Whenever a picture appears, leave it out while repeating all the other data exactly.

(Saved data entries)
^^^^^^^^^^^^^^^^

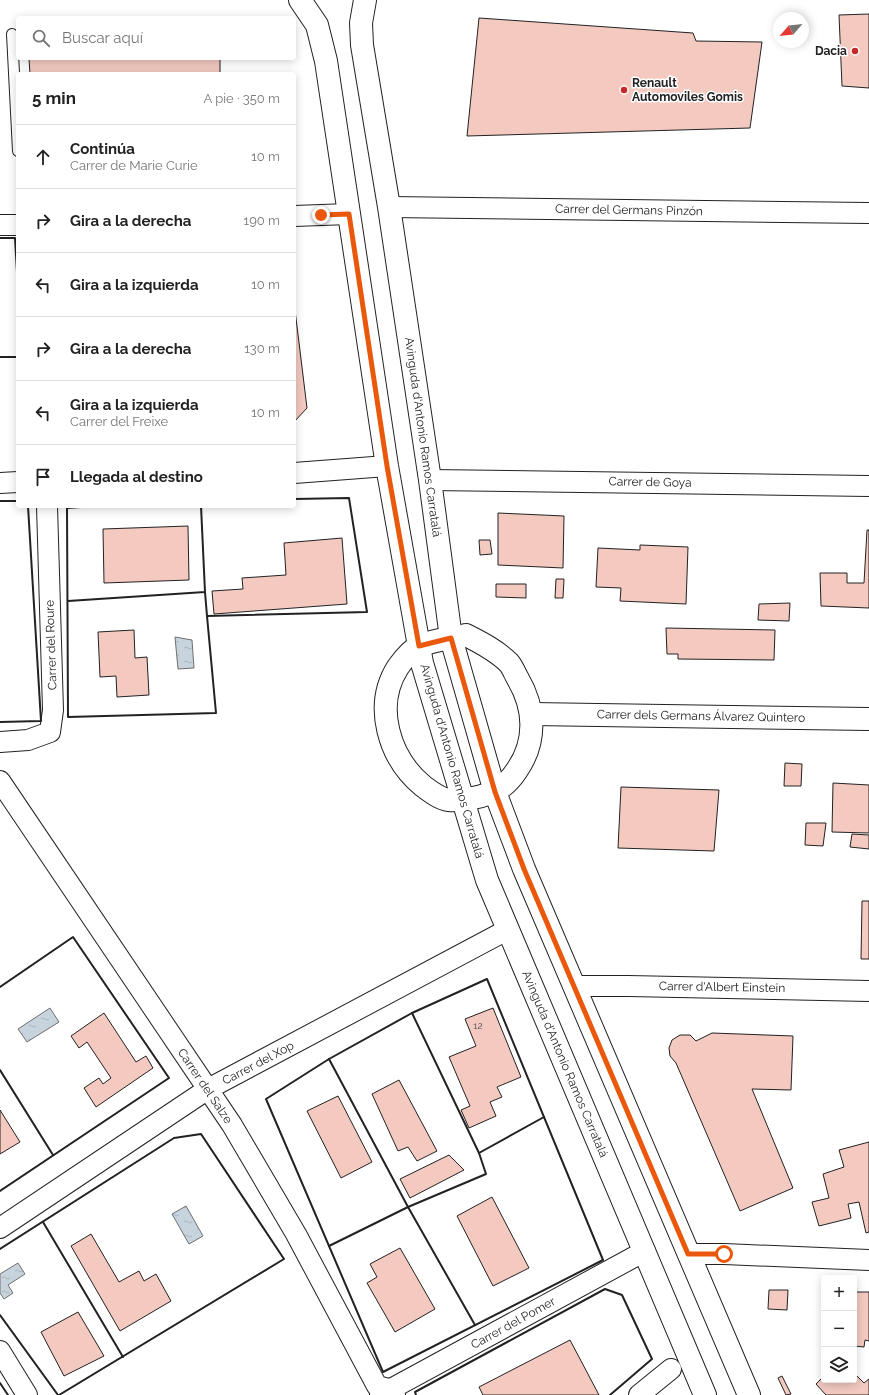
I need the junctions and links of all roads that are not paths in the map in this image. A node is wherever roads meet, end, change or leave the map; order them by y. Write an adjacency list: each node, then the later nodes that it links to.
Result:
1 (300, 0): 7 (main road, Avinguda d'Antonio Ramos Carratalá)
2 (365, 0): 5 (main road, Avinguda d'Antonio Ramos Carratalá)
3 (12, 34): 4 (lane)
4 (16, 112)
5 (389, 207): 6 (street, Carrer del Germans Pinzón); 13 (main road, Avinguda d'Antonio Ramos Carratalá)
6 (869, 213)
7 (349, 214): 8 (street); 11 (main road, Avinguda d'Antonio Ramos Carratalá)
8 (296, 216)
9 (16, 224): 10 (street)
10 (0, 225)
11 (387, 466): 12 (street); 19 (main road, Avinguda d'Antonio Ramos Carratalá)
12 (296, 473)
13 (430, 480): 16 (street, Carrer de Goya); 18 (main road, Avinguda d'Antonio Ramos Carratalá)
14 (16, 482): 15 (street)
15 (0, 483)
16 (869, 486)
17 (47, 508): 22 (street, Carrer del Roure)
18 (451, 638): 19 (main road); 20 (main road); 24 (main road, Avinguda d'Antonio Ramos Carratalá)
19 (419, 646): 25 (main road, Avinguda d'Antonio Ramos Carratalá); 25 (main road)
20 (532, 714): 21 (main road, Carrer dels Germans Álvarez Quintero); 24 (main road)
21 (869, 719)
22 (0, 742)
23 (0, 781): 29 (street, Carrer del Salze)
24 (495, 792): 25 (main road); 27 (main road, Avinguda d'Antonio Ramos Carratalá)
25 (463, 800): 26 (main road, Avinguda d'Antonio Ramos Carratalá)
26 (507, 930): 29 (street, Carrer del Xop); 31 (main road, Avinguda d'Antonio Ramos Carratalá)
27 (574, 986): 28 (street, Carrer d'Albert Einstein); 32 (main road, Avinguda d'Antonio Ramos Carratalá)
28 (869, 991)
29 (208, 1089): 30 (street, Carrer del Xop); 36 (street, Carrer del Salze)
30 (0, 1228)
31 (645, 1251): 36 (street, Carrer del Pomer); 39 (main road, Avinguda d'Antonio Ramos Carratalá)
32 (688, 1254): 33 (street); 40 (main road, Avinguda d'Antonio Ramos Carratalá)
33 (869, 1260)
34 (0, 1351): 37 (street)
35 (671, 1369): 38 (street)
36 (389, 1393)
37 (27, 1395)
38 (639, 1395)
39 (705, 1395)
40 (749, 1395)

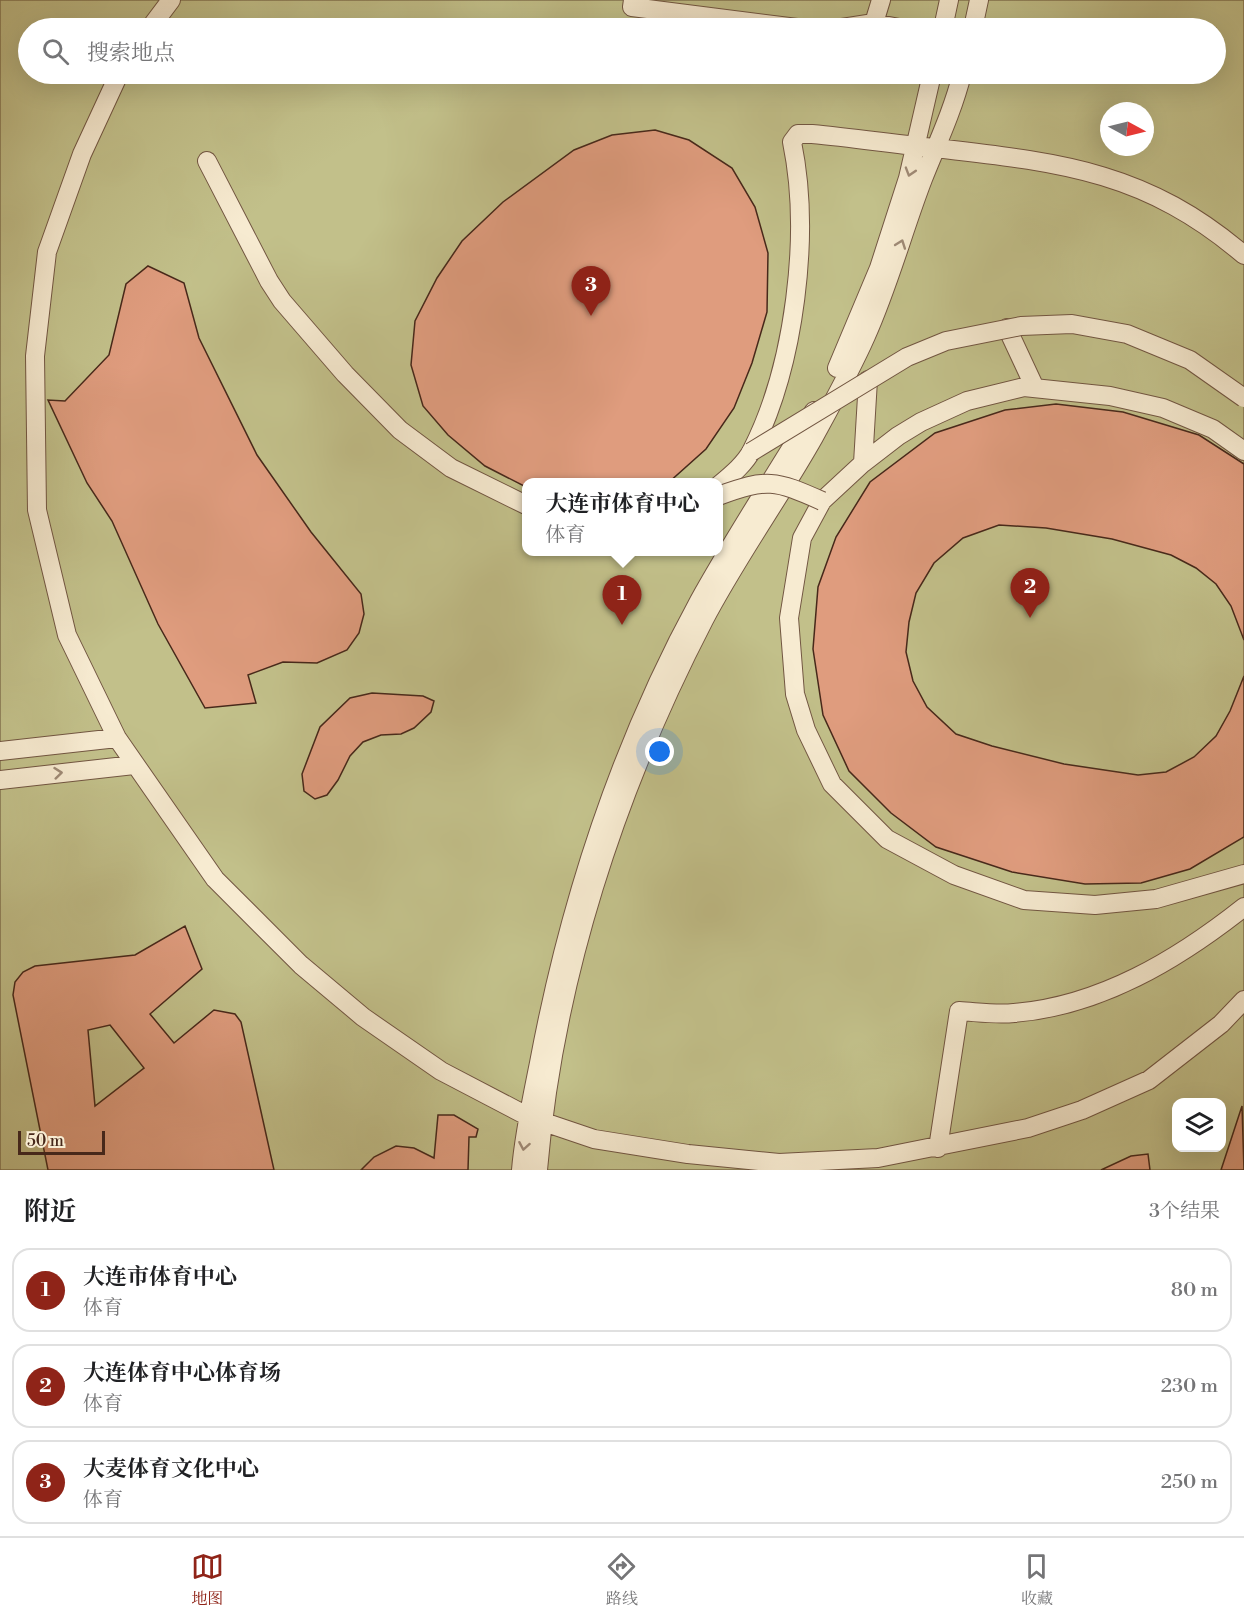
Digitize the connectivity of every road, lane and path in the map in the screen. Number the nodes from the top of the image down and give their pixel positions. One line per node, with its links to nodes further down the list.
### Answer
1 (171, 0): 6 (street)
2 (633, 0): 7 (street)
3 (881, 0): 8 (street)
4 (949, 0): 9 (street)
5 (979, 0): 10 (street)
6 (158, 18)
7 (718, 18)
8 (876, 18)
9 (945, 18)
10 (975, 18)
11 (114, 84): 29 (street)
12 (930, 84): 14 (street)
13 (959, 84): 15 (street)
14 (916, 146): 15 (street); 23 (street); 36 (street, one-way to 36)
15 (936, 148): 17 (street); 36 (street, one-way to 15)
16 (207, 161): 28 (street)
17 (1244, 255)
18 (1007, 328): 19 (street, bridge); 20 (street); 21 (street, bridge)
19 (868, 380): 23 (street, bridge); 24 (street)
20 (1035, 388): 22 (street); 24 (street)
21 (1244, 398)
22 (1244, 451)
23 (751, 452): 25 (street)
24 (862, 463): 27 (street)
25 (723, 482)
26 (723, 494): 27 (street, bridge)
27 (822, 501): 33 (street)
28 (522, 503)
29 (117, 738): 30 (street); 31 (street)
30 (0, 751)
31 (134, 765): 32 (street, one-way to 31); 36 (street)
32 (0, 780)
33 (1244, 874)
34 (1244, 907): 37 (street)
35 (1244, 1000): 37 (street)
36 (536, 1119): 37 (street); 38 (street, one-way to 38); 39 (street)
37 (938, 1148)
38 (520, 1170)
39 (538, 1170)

^^^^^^^^^^^^^^^^

Expected output:
I need the junctions and links of all roads that are not paths in the map in this image. A node is wherever roads meet, end, change or leave the map; order them by y. Write an adjacency list: each node, then the later nodes that it links to.
Result:
1 (300, 0): 7 (main road, Avinguda d'Antonio Ramos Carratalá)
2 (365, 0): 5 (main road, Avinguda d'Antonio Ramos Carratalá)
3 (12, 34): 4 (lane)
4 (16, 112)
5 (389, 207): 6 (street, Carrer del Germans Pinzón); 13 (main road, Avinguda d'Antonio Ramos Carratalá)
6 (869, 213)
7 (349, 214): 8 (street); 11 (main road, Avinguda d'Antonio Ramos Carratalá)
8 (296, 216)
9 (16, 224): 10 (street)
10 (0, 225)
11 (387, 466): 12 (street); 19 (main road, Avinguda d'Antonio Ramos Carratalá)
12 (296, 473)
13 (430, 480): 16 (street, Carrer de Goya); 18 (main road, Avinguda d'Antonio Ramos Carratalá)
14 (16, 482): 15 (street)
15 (0, 483)
16 (869, 486)
17 (47, 508): 22 (street, Carrer del Roure)
18 (451, 638): 19 (main road); 20 (main road); 24 (main road, Avinguda d'Antonio Ramos Carratalá)
19 (419, 646): 25 (main road, Avinguda d'Antonio Ramos Carratalá); 25 (main road)
20 (532, 714): 21 (main road, Carrer dels Germans Álvarez Quintero); 24 (main road)
21 (869, 719)
22 (0, 742)
23 (0, 781): 29 (street, Carrer del Salze)
24 (495, 792): 25 (main road); 27 (main road, Avinguda d'Antonio Ramos Carratalá)
25 (463, 800): 26 (main road, Avinguda d'Antonio Ramos Carratalá)
26 (507, 930): 29 (street, Carrer del Xop); 31 (main road, Avinguda d'Antonio Ramos Carratalá)
27 (574, 986): 28 (street, Carrer d'Albert Einstein); 32 (main road, Avinguda d'Antonio Ramos Carratalá)
28 (869, 991)
29 (208, 1089): 30 (street, Carrer del Xop); 36 (street, Carrer del Salze)
30 (0, 1228)
31 (645, 1251): 36 (street, Carrer del Pomer); 39 (main road, Avinguda d'Antonio Ramos Carratalá)
32 (688, 1254): 33 (street); 40 (main road, Avinguda d'Antonio Ramos Carratalá)
33 (869, 1260)
34 (0, 1351): 37 (street)
35 (671, 1369): 38 (street)
36 (389, 1393)
37 (27, 1395)
38 (639, 1395)
39 (705, 1395)
40 (749, 1395)

Digitize the connectivity of every road, lane and path in the map in the screen. Number the nodes from the top of the image down and give their pixel positions. One line per node, with its links to nodes further down the list.
### Answer
1 (171, 0): 6 (street)
2 (633, 0): 7 (street)
3 (881, 0): 8 (street)
4 (949, 0): 9 (street)
5 (979, 0): 10 (street)
6 (158, 18)
7 (718, 18)
8 (876, 18)
9 (945, 18)
10 (975, 18)
11 (114, 84): 29 (street)
12 (930, 84): 14 (street)
13 (959, 84): 15 (street)
14 (916, 146): 15 (street); 23 (street); 36 (street, one-way to 36)
15 (936, 148): 17 (street); 36 (street, one-way to 15)
16 (207, 161): 28 (street)
17 (1244, 255)
18 (1007, 328): 19 (street, bridge); 20 (street); 21 (street, bridge)
19 (868, 380): 23 (street, bridge); 24 (street)
20 (1035, 388): 22 (street); 24 (street)
21 (1244, 398)
22 (1244, 451)
23 (751, 452): 25 (street)
24 (862, 463): 27 (street)
25 (723, 482)
26 (723, 494): 27 (street, bridge)
27 (822, 501): 33 (street)
28 (522, 503)
29 (117, 738): 30 (street); 31 (street)
30 (0, 751)
31 (134, 765): 32 (street, one-way to 31); 36 (street)
32 (0, 780)
33 (1244, 874)
34 (1244, 907): 37 (street)
35 (1244, 1000): 37 (street)
36 (536, 1119): 37 (street); 38 (street, one-way to 38); 39 (street)
37 (938, 1148)
38 (520, 1170)
39 (538, 1170)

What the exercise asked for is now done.